Pose landmark coordinates:
Start of Block

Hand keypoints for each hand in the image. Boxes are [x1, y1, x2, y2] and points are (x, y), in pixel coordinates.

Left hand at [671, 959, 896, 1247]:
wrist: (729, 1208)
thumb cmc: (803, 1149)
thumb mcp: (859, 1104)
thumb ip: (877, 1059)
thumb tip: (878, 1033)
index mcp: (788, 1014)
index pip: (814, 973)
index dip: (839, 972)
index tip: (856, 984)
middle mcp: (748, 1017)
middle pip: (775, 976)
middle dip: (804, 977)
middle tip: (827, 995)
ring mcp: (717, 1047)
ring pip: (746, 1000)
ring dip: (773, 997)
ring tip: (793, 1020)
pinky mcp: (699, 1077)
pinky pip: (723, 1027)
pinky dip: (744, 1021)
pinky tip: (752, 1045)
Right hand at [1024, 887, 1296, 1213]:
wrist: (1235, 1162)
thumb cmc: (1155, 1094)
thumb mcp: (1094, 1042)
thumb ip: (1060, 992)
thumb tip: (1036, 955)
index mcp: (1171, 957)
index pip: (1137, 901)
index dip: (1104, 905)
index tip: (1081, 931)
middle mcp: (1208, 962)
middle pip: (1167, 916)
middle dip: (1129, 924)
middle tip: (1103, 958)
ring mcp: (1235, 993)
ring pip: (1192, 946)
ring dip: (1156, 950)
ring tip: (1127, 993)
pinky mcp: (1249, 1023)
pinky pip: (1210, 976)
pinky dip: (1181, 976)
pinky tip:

End of Block

What is required: Please reproduce the lines from the line with "thumb ip: (877, 1059)" to the line with "thumb mcp: (1094, 1042)", both ends included, exactly as they appear above.

Exercise response:
thumb ip: (877, 1059)
thumb tip: (878, 1033)
index mcp: (788, 1014)
index pip: (814, 973)
index dip: (839, 972)
index tip: (856, 984)
middle mcp: (748, 1017)
middle pip: (775, 976)
middle dip: (804, 977)
middle tip: (827, 995)
ring mcp: (717, 1047)
ring pip: (746, 1000)
ring dip: (773, 997)
ring tip: (793, 1020)
pinky mcp: (699, 1077)
pinky pip: (723, 1027)
pinky dip: (744, 1021)
pinky tip: (752, 1045)
Right hand at [1024, 887, 1296, 1213]:
wrist: (1235, 1162)
thumb cmc: (1155, 1094)
thumb mcp: (1094, 1042)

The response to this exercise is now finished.